Rent affordability indicator (RAID)
This variable allocates an in scope household to one of two categories:
- rent payments less than or equal to 30% of household income
- rent payments more than 30% of household income.
Occupied private dwellings being rented
|1||Households where rent repayments are less than or equal to 30% of household income|
|2||Households where rent repayments are more than 30% of household income|
|3||Unable to be determined|
Number of categories: 4
Not applicable (@) category comprises:
- Unoccupied private dwellings
- Visitor only households
- Non-private dwellings
- Migratory, off-shore and shipping SA1s
- Other non-classifiable dwellings
- Tenure type (TEND) - Owned outright, Occupied rent-free, Occupied under a life tenure scheme, Other tenure type, Not stated, Not applicable
Question(s) from the Census form
What is the total of all income the person usually receives?
Is this dwelling: (please open this section to view response categories)
How much does your household pay for this dwelling?
How this variable is created
The Rent affordability indicator is calculated by dividing rent payments (RNTD) by an imputed household income. Both variables are expressed as single dollar values. The calculation determines whether rent payments are:
- less than or equal to 30% of household income
- more than 30% of household income
The Census collects the income of each person in the household aged 15 years or over in ranges. To sum these personal income values to calculate a household income, a specific dollar amount is allocated to each person. A median dollar value for each range, derived using data from the Survey of Income and Housing, is used for this purpose. For more information about this survey see the Survey of Income and Housing, User Guide.
Rent payments are already collected in a single dollar amount.
Rent affordability indicator is coded to ‘Unable to be determined’ where:
History and changes
This is a new variable for 2021. QuickStats will use the Rent affordability indicator (RAID) variable, and therefore comparisons shouldn’t be made with previous Census data in QuickStats.
In previous censuses, a measure of rental affordability could only be obtained from QuickStats. This measure was different from RAID as it used all occupied private dwellings whether owned outright, owned with a mortgage or rented, as the denominator population.

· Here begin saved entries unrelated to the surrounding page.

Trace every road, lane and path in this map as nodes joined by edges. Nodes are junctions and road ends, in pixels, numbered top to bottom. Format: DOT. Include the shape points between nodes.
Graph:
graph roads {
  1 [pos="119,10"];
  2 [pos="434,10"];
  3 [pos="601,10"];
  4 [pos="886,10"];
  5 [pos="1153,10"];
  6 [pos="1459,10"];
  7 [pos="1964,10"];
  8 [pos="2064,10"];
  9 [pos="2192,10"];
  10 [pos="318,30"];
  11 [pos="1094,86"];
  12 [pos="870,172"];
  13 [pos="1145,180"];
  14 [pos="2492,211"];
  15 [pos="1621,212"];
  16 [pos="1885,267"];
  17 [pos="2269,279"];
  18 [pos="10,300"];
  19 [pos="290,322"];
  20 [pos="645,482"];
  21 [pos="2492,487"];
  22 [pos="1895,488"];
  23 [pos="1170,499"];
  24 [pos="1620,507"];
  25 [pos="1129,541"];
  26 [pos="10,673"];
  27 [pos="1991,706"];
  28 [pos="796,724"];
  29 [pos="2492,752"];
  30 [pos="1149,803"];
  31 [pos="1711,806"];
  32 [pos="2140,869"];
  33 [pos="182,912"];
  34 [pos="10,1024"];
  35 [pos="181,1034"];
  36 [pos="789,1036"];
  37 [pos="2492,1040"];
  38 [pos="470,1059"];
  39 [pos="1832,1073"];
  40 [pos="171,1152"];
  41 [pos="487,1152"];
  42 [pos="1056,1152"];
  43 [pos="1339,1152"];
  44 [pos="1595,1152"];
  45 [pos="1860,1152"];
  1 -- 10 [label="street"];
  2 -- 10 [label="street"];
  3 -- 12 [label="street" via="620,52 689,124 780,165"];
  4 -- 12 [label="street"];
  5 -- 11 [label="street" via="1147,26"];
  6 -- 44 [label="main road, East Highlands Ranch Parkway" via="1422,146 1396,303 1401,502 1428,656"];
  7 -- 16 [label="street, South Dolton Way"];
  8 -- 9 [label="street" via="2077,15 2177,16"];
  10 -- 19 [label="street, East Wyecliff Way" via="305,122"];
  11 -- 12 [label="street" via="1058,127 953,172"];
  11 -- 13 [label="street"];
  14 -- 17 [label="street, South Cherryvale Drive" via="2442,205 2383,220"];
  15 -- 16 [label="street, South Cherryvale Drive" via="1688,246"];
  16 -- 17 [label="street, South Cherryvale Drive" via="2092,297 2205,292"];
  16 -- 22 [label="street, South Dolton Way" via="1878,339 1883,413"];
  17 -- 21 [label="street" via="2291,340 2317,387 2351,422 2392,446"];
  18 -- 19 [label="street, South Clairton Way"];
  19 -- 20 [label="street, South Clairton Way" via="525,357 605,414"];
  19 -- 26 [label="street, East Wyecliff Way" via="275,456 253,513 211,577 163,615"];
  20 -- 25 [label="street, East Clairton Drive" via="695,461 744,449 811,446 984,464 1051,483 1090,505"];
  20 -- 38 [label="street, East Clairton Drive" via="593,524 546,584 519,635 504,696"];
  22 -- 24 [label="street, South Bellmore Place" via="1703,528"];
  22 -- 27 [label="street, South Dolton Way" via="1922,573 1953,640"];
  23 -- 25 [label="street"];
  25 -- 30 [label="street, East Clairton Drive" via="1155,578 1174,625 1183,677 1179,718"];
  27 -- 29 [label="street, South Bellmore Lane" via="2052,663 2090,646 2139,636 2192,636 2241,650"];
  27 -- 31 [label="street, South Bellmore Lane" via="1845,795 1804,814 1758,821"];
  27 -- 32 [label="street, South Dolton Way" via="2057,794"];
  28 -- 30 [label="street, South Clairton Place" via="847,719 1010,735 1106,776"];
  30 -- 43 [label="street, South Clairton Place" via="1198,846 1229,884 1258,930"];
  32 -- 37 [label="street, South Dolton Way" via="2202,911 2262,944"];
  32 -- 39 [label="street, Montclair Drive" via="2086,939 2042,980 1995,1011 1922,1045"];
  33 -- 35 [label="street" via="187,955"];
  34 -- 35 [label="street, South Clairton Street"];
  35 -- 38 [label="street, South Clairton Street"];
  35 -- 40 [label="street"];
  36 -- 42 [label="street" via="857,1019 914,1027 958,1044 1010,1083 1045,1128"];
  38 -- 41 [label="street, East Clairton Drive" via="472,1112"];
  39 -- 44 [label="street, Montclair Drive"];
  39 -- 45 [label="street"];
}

RAID only applies to dwellings being rented, which is a more accurate representation of the population to measure rental affordability.
Data use considerations
As housing costs are usually a major component of total living costs they are often analysed in relation to income, and referred to as a housing affordability ratio. However, comparisons using these measures are subject to certain limitations. As described above, the Census collects personal income in ranges. For this purpose, a single median value for each income range is calculated. It should also be noted that individuals may tend to understate their incomes on the Census, compared with the amounts that would be reported in surveys designed specifically to measure incomes. As a result of these limitations, the use of Census imputed incomes in the calculation of each household’s housing costs to income ratio may significantly overstate the true proportion of households with rent payments greater than 30% of income.
Households are often reimbursed some of their housing costs, but these reimbursements may not be offset in housing costs reported in the Census but included instead in income. Employer subsidies and Commonwealth Rent Assistance (CRA) are examples where the housing costs to income ratio is significantly affected by the default treatment of these amounts in Census reporting. This is particularly important when comparing ratios for households in public housing with those who are in receipt of CRA.
Rent payments greater than 30% of income may not necessarily indicate that a household is in financial stress.
- Some households may choose to live in an area with high property values because it is close to their place of employment or they prefer a relatively high standard of housing compared with other consumption possibilities.
- Higher income households may be able to spend more of their income on housing without this affecting their ability to pay for other costs of living. Lower income households may have less choice and capacity in this regard. For this reason, housing affordability ratios, such as this, are usually limited to lower income households.
This variable does not have a non-response rate as it is created during Census processing by using responses from more than one question on the Census form.